Stored items
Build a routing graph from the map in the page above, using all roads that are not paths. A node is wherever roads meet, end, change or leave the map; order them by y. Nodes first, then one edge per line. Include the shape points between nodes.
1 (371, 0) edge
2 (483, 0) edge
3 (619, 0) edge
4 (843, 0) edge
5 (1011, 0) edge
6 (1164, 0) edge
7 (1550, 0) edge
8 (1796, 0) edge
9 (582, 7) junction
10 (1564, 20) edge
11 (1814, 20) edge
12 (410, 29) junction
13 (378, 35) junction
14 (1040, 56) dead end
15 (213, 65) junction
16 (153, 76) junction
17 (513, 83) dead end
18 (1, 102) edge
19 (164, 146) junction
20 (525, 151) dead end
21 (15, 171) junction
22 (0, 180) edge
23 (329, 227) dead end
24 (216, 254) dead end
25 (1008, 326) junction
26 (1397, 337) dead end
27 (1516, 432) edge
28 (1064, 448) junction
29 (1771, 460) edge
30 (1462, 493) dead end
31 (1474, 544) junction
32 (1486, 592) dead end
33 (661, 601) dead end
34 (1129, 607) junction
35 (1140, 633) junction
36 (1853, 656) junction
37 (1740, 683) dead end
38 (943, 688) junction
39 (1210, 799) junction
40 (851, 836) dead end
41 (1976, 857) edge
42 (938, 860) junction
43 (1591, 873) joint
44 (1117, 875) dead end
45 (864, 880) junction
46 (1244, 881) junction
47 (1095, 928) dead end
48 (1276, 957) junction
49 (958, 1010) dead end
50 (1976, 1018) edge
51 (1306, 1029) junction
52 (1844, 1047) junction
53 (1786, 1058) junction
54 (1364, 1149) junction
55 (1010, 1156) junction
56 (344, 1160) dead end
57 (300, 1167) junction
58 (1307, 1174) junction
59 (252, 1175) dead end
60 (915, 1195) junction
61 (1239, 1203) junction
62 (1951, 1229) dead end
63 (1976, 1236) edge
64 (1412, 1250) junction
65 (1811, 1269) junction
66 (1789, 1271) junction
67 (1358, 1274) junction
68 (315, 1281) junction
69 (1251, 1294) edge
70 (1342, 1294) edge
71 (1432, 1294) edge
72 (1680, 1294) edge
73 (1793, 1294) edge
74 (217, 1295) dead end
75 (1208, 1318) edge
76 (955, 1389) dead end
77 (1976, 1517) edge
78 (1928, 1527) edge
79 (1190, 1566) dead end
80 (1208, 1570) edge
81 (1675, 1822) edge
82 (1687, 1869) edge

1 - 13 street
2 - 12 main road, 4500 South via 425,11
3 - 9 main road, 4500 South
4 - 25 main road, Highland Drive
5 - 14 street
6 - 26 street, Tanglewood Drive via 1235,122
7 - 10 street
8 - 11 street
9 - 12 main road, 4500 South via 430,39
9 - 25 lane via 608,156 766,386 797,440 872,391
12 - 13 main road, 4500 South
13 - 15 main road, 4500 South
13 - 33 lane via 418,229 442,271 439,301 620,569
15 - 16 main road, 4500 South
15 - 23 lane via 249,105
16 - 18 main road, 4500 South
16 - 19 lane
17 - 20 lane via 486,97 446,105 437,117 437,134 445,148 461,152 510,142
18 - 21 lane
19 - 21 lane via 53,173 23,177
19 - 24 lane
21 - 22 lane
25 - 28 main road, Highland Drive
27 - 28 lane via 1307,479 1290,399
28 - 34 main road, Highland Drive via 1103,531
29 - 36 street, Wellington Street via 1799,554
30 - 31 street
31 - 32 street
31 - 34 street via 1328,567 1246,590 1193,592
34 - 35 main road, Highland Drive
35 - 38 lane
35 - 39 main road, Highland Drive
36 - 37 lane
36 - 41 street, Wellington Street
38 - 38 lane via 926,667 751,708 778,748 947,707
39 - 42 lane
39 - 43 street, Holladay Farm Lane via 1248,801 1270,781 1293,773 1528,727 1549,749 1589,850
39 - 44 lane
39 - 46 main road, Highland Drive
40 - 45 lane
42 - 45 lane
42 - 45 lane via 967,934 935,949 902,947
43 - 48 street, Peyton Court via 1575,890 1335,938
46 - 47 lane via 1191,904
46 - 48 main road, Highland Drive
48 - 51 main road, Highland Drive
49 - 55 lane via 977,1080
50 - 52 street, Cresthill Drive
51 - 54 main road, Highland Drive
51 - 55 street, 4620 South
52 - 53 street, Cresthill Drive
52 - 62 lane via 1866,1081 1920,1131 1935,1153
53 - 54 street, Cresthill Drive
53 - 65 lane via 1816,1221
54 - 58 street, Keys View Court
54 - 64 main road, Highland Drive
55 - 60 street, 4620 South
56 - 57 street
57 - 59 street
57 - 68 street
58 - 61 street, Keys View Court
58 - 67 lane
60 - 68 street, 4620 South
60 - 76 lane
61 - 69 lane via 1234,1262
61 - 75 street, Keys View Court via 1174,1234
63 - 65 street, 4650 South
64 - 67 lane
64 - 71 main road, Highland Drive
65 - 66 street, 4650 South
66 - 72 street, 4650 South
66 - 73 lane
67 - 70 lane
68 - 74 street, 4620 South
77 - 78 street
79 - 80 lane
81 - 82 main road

• **EXERCISE DESCRIPTION**: Which lines of the data hold the string "Cresthill"? Return each of them.

• **ANSWER TO THIS EXERCISE**:
50 - 52 street, Cresthill Drive
52 - 53 street, Cresthill Drive
53 - 54 street, Cresthill Drive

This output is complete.